While most authors wouldn’t dream of copying someone else’s work, it’s possible to accidentally plagiarize without even knowing it.
Plagiarizing has more consequences for self-published authors than just embarrassment. It can cause a loss of reputation, can lead to your book being pulled from the shelves, and other complications that can really throw a wrench in your emerging career.
Avoid hitting this dreaded bump in the road by learning the ins and outs of plagiarism and how to avoid it as a self-published author.
What is Plagiarism?
Plagiarism is “the act of taking someone else’s work and passing it off as one’s own.”
Note that the definition doesn’t specify taking someone else’s specific words. Plagiarism goes beyond copying and pasting someone else’s work to call it your own.
Claiming someone else’s ideas as your own — whether you used the exact language or not — can also qualify as plagiarism.
Types of Plagiarism
There are a few different types of plagiarism, all of which can cause some legal issues for self-published writers. These include:
- Mosaic plagiarism: Quoting an original statement without using quotation marks, or when a work or piece of a work is paraphrased while still using the original author’s structure and meaning.
- Self-plagiarism: A term for re-submitting old works and framing them as being new.
- Patchwriting plagiarism: When you paraphrase a passage of another writer’s work, but leave it too similar to the original and don’t use proper citations.
- Accidental plagiarism: When a writer doesn’t cite their sources, or misquotes their sources, or unintentionally paraphrases another author’s work by using too similar of words, groups of words, and/or sentence structure (without citing the original source).
You might be thinking, what about ghost writing? Does this count as plagiarism?
While plagiarism and ghostwriting both conceal the original author's name, the difference is that a plagiarist copies the content without the permission of the real author.
Writing and self-publishing a book can be a lot of work, and some typos and inconsistencies are bound to get overlooked. That’s why it’s so important to hire a professional editor if you can!
But when it comes to the risk of plagiarism, double- and triple-checking that your work doesn’t plagiarize is essential to continuing a successful career as a writer. If not, you could run into one of the stressful consequences below.
The Risks of Plagiarism
Accidental or not, plagiarism comes with risks that could heavily impact your publishing process and work as an author (to say the least).

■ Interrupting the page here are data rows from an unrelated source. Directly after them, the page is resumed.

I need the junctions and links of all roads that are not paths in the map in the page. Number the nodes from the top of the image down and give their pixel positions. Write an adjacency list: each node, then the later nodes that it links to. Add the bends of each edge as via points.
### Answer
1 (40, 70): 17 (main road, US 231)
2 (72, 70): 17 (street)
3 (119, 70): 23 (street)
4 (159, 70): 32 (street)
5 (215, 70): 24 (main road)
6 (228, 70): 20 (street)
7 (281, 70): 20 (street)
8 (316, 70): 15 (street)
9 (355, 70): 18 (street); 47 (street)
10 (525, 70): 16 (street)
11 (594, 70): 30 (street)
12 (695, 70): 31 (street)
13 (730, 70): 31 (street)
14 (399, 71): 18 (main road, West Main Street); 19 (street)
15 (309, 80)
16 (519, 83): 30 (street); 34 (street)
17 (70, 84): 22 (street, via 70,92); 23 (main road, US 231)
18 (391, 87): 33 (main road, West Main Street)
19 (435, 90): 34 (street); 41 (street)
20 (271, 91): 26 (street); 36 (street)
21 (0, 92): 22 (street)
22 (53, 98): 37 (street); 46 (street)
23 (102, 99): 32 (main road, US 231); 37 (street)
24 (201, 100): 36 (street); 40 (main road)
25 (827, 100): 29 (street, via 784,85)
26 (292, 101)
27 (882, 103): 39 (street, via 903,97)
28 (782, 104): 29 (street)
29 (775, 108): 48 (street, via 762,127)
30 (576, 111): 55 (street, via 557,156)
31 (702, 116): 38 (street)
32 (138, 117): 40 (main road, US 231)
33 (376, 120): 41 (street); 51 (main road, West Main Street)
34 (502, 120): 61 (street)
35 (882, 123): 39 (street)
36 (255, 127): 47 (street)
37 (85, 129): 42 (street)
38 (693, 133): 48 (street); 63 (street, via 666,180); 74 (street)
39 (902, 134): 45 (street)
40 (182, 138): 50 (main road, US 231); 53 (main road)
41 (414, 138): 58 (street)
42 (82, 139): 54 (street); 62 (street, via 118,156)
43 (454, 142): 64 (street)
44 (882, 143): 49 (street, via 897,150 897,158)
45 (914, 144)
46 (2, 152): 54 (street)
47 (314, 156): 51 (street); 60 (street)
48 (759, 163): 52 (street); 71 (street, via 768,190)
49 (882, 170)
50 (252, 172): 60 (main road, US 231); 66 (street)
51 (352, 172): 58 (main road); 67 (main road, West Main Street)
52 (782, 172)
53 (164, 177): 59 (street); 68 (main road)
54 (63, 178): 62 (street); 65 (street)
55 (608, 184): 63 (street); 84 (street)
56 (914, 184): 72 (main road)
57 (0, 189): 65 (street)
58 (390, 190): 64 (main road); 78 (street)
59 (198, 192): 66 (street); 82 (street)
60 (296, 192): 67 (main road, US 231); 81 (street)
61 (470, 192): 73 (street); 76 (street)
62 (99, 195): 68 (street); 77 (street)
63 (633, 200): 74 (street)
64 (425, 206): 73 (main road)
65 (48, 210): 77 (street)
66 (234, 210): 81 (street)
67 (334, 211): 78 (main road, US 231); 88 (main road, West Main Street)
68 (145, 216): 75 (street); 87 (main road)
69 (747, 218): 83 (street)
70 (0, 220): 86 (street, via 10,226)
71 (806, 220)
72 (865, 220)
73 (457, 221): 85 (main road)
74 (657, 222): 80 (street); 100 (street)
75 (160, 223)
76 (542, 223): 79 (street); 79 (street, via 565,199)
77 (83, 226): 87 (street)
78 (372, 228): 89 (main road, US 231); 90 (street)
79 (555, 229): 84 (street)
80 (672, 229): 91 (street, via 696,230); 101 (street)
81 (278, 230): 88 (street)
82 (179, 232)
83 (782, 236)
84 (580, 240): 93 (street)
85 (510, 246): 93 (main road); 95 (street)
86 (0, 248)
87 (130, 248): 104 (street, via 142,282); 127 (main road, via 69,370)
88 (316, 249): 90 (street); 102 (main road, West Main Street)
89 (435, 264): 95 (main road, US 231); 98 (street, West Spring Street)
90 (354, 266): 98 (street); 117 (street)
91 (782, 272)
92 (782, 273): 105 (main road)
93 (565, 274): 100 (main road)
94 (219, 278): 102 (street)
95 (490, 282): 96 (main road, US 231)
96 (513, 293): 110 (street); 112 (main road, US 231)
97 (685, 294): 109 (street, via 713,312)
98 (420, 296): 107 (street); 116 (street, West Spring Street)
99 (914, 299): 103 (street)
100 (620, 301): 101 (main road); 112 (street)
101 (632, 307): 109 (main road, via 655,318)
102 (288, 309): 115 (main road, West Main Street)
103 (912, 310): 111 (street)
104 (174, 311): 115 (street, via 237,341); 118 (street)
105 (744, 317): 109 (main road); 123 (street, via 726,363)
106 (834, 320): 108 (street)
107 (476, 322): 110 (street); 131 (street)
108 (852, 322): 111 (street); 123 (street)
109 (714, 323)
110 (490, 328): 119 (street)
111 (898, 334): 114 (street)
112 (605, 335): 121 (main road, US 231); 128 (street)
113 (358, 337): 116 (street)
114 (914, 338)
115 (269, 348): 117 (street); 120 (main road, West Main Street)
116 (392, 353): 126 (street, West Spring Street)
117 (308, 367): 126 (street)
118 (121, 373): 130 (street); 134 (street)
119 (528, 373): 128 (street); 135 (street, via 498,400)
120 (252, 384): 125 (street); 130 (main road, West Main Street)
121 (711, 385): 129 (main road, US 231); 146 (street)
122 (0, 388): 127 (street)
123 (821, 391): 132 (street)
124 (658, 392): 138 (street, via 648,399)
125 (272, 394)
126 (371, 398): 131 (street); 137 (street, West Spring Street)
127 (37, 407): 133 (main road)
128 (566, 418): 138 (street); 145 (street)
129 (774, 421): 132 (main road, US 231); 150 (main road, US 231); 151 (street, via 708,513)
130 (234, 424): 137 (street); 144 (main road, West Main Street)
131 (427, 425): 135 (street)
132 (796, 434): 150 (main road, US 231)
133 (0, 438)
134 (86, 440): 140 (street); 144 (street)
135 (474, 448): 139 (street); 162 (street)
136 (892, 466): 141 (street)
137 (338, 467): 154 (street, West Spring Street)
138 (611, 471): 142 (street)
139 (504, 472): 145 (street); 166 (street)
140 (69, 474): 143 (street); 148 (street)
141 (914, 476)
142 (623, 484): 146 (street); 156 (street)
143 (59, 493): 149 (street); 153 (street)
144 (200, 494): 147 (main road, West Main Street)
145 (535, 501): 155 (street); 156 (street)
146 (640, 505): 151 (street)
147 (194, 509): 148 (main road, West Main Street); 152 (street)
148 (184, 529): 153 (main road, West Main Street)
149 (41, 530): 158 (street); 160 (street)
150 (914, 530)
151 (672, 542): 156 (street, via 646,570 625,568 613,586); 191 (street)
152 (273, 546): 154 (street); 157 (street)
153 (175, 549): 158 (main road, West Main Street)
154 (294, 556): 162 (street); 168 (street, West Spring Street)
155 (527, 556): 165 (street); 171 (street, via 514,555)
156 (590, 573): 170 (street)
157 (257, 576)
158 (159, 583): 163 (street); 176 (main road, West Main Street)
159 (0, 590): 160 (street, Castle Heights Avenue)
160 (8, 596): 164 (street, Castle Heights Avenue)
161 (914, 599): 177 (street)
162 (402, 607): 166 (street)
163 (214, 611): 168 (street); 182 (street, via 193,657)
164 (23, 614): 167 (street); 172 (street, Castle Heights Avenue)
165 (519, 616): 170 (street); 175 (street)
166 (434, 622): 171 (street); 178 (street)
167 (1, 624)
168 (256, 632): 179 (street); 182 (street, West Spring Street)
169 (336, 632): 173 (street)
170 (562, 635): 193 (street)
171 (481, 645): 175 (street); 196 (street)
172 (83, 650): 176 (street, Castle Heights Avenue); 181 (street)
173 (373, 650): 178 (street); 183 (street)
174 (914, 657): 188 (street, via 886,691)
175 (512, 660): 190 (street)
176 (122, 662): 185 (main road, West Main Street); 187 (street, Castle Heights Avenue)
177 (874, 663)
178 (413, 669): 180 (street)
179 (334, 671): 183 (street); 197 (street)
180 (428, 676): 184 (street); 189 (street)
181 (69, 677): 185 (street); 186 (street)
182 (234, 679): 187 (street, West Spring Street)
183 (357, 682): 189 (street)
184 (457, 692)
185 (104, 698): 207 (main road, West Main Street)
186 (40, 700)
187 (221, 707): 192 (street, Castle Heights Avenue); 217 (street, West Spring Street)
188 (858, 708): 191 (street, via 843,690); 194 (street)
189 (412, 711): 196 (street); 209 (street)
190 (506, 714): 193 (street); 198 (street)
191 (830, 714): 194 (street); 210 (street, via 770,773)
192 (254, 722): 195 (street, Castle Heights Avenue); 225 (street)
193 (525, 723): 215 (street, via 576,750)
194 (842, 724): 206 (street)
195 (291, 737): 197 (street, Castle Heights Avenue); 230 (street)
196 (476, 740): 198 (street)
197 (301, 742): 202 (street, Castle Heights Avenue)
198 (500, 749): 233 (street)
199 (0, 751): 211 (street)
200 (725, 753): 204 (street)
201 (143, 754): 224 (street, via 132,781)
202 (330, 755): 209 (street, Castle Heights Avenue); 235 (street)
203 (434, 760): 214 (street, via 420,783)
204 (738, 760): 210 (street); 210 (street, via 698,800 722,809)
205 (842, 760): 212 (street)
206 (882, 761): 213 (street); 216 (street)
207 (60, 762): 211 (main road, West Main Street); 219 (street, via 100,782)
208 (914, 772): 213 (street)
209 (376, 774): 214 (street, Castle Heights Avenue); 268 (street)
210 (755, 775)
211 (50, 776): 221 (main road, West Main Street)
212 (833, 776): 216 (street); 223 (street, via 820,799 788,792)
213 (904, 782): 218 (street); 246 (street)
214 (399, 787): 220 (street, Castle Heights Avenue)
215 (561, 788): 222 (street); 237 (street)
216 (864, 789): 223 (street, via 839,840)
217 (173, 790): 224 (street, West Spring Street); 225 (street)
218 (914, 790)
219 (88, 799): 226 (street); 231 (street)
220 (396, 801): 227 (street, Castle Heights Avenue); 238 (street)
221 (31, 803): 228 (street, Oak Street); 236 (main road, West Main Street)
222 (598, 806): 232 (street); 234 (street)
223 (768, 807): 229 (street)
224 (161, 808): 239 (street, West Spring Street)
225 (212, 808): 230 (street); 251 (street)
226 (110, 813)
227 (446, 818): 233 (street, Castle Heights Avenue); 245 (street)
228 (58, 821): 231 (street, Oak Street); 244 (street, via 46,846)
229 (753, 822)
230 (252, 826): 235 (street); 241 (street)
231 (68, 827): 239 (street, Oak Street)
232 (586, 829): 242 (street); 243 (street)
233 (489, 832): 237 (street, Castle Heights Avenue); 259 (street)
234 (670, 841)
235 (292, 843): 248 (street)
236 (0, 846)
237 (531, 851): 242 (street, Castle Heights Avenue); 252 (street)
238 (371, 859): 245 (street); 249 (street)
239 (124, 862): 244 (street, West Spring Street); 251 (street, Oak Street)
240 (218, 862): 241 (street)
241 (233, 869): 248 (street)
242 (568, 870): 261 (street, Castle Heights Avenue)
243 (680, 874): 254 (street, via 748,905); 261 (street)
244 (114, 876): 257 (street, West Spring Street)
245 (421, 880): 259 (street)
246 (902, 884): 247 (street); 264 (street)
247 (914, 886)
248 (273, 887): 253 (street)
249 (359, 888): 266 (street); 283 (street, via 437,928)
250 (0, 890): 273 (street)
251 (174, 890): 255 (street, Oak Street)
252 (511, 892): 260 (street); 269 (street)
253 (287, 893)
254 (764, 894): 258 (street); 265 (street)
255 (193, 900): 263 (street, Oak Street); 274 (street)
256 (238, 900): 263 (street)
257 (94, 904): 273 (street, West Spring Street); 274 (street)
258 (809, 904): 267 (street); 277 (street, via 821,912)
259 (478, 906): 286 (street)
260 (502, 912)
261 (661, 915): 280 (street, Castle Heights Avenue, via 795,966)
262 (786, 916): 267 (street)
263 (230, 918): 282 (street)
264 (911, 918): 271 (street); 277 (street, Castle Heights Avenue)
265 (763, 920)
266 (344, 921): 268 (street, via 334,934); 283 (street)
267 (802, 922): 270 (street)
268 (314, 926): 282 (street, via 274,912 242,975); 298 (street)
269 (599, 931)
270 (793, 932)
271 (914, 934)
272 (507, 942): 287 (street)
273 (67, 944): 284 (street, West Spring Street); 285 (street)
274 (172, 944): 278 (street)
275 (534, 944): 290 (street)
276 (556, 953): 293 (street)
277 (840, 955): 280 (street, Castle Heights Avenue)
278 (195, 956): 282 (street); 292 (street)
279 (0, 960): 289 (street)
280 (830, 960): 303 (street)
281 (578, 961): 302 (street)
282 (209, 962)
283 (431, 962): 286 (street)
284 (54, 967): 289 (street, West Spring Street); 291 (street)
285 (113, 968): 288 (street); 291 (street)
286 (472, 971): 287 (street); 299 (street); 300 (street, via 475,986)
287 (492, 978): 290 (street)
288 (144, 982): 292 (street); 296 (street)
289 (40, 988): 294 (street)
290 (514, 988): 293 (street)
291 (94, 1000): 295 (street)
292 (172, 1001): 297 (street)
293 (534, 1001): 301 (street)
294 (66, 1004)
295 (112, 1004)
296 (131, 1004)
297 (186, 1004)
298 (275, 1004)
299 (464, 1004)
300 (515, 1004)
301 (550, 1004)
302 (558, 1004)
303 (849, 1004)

Penalties for plagiarism not only affect your professional image as writer, but can have a negative impact on you legally as well. These penalties for plagiarism could include:
- Financial loss: Not only can you lose a book deal or the potential for loyal readers, but you’re vulnerable to being sued by the original author.
- A blow to your reputation: Once you’ve been exposed for plagiarism, your reputation as a plagiarizer can live on the web for the rest of your life. It can even show up when people try to research you for author suggestions, or media outlets are researching you for interviews.
- Jail: That’s right — if you’ve plagiarized for financial gain, you can be arrested. Violating copyright infringement laws is a criminal offense.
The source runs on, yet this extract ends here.